For the first time, Sports Handle, which aggregates political betting odds, said Trump has a 57.2% chance of winning the November election. By comparison, Biden’s odds of reelection have fallen to 40.9%, down from 47.1% at the end of April.
What would a Trump Presidency mean for Ukraine?
Maybe not quite what, until recently, many might have expected.
‘Between 2017 and 2021, he made no concessions on Ukrainian territory: He didn’t recognize Russia’s annexation of Crimea or its military presence in Eastern Ukraine. Trump also broke with Obama administration policy by sending lethal military assistance to Ukraine, including Javelin antitank missiles, which were invaluable to Ukraine in the early stages of Russia’s 2022 invasion. Two new countries, Montenegro and North Macedonia, were admitted to NATO with the Trump administration’s approval. In Syria, the U.S. took military action against Russia in 2018, killing several hundred Russian mercenaries.’
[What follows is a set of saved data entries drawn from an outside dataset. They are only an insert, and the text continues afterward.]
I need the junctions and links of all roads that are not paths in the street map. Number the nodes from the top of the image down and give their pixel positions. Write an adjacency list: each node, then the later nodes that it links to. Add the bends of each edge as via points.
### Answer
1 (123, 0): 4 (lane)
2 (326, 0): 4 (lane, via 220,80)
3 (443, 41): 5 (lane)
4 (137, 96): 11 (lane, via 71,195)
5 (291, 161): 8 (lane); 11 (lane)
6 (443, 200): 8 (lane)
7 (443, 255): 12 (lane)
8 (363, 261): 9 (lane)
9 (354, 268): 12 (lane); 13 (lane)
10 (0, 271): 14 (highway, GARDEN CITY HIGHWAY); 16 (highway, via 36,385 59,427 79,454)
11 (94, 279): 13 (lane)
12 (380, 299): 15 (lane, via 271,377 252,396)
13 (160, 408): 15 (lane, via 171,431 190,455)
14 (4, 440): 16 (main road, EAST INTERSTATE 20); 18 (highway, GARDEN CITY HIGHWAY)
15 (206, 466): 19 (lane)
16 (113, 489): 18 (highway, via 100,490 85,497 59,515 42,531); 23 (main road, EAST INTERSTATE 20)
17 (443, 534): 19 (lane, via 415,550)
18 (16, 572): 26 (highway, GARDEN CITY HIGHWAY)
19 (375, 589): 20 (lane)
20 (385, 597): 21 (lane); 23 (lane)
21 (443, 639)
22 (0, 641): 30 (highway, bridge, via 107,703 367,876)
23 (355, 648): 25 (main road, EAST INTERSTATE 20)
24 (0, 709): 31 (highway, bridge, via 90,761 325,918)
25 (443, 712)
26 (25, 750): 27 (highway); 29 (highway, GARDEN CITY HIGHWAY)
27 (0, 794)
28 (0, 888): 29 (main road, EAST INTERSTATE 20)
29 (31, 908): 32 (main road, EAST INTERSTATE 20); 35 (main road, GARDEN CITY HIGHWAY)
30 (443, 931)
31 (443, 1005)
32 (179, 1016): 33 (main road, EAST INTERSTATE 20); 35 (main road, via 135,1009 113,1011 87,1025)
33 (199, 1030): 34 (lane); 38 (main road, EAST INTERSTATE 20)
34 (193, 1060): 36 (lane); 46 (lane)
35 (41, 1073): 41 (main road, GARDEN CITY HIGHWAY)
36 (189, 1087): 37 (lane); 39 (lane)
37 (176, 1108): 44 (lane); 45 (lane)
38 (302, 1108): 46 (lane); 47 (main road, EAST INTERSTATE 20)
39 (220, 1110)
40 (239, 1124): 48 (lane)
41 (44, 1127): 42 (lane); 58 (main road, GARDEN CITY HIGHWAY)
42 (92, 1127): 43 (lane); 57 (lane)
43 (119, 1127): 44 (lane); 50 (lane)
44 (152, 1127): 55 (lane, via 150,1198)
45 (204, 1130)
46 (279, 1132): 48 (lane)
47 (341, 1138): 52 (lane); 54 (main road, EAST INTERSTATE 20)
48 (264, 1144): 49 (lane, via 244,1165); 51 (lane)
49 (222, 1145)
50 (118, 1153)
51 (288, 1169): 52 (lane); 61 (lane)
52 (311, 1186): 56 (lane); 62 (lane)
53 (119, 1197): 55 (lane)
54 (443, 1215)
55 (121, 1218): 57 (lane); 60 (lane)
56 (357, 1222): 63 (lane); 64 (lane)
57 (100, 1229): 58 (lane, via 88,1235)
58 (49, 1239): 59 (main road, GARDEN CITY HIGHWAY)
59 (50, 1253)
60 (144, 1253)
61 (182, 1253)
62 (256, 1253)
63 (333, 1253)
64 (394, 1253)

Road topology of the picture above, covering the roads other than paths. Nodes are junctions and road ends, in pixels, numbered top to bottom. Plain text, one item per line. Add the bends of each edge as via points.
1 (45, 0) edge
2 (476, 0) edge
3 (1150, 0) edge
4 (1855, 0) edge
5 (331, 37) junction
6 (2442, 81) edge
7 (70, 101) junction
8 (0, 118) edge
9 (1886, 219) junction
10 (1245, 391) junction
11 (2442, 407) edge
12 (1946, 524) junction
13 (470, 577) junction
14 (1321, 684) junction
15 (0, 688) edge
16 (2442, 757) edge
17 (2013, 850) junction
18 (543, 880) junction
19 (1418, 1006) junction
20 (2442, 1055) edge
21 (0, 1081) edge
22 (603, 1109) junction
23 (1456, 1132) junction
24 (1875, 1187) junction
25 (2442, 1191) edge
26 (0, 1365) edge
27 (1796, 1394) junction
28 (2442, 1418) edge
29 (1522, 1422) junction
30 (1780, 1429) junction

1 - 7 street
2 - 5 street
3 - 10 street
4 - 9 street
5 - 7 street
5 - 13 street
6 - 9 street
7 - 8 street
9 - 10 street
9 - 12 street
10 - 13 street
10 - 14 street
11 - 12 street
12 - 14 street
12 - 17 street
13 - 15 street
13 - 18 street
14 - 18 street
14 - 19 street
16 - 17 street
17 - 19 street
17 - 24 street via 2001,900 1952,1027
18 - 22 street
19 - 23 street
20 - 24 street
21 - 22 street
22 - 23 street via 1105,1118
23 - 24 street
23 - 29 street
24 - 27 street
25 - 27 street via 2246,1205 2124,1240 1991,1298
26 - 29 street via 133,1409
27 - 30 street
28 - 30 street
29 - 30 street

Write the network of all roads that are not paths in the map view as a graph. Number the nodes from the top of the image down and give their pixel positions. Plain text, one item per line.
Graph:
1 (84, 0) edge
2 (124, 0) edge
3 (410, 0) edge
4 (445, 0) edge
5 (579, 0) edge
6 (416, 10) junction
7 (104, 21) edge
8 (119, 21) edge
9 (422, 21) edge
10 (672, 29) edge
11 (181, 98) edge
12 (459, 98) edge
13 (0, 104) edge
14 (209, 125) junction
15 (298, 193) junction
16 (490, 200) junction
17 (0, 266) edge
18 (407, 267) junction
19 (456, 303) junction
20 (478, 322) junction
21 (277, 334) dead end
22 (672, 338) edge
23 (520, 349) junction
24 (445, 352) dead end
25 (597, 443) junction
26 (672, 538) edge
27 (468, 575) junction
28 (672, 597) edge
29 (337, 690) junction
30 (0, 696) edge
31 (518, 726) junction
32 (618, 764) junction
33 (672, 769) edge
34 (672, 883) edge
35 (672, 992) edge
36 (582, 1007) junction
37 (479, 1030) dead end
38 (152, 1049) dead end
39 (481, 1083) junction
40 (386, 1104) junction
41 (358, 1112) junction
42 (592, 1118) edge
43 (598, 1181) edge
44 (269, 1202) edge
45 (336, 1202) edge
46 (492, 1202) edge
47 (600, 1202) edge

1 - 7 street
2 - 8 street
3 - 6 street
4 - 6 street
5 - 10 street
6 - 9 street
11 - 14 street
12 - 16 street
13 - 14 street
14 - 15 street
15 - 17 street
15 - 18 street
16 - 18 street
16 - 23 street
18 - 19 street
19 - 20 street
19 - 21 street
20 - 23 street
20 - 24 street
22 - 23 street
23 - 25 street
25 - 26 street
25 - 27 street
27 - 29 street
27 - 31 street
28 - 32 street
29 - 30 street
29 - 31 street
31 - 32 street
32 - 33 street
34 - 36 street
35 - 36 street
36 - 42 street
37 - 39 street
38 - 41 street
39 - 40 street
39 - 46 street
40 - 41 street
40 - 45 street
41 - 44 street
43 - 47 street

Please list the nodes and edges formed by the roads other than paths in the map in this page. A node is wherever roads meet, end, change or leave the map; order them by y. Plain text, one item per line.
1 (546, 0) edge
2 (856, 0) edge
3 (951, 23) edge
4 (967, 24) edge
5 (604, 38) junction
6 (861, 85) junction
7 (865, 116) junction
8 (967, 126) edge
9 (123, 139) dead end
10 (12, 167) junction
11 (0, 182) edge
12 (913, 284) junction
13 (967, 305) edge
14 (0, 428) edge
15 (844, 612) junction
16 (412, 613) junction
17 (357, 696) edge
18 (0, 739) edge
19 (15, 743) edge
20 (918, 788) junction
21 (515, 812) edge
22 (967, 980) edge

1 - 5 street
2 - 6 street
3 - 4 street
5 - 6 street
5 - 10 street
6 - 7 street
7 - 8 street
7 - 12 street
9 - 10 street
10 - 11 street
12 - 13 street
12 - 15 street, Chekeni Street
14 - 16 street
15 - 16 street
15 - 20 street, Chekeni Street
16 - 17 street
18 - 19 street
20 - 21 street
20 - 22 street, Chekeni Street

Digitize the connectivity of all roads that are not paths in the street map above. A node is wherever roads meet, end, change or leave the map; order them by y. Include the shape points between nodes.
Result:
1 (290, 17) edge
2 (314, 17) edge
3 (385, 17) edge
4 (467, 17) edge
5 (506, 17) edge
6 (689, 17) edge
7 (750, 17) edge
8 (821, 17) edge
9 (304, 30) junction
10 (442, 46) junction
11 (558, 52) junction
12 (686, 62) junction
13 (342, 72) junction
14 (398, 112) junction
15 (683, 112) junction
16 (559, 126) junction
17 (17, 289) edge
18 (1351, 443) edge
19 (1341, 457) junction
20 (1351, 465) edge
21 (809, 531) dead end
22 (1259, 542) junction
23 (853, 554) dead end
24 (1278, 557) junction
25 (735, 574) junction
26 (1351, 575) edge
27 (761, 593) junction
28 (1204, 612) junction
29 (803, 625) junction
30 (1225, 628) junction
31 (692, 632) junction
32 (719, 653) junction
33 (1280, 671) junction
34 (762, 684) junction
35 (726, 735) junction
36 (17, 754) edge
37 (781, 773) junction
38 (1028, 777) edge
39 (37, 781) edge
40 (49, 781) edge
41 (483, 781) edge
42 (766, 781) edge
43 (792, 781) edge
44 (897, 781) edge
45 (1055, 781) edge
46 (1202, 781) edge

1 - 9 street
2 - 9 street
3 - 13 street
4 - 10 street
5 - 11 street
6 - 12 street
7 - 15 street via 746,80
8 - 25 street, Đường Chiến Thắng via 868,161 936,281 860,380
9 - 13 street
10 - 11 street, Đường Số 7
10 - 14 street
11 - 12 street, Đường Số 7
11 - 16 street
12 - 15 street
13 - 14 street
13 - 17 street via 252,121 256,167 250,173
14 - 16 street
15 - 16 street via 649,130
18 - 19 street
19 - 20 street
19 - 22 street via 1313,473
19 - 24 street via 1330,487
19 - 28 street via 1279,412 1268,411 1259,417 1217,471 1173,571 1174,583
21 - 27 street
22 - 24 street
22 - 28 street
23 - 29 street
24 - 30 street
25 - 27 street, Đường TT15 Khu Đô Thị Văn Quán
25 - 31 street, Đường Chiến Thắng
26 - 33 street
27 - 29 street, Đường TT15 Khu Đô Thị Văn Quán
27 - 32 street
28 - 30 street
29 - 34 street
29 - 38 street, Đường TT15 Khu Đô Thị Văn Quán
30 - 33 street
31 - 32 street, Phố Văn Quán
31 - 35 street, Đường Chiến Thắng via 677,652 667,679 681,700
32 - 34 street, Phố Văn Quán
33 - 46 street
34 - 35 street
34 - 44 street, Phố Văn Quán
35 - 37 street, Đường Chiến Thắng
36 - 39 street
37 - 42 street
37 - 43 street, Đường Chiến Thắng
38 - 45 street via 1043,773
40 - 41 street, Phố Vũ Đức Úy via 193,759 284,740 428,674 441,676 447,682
‘In 2017, the GOP-led Congress levied sanctions against Russia that the White House didn’t want, and today, a strong vein of pro-Ukraine sentiment persists among Republican lawmakers and within the Republican electorate.
Highly sensitive to this dynamic, Trump has accommodated it and is aware of how much the pullout from Afghanistan damaged Biden’s popularity. Before Speaker of the House Mike Johnson went ahead with a funding package for Ukraine in April, in defiance of much of the Republican caucus, he made a pilgrimage to Mar-a-Lago, where he presumably got a green light from the former president.’
‘For Trump, an additional hurdle to abandoning Ukraine would be the war itself. As president, Trump never had to deal directly with war. Between 2017 and 2021, Russia wasn’t on the march. By early 2025, Ukraine—and with it, the U.S.—could be on the cusp of losing Europe’s first major war since 1945.’
‘If it unfolded with Trump in the White House, it would force him to contend with his cardinal fear in politics and in life: being seen as a loser.’
You know and I know that isn’t going to happen……
‘Responding to the battlefield, Trump might change the U.S. calculus and furnish Ukraine with weapons systems that the Biden administration was reluctant to allow. He might let Kyiv use U.S.-supplied weapons on Russian territory.’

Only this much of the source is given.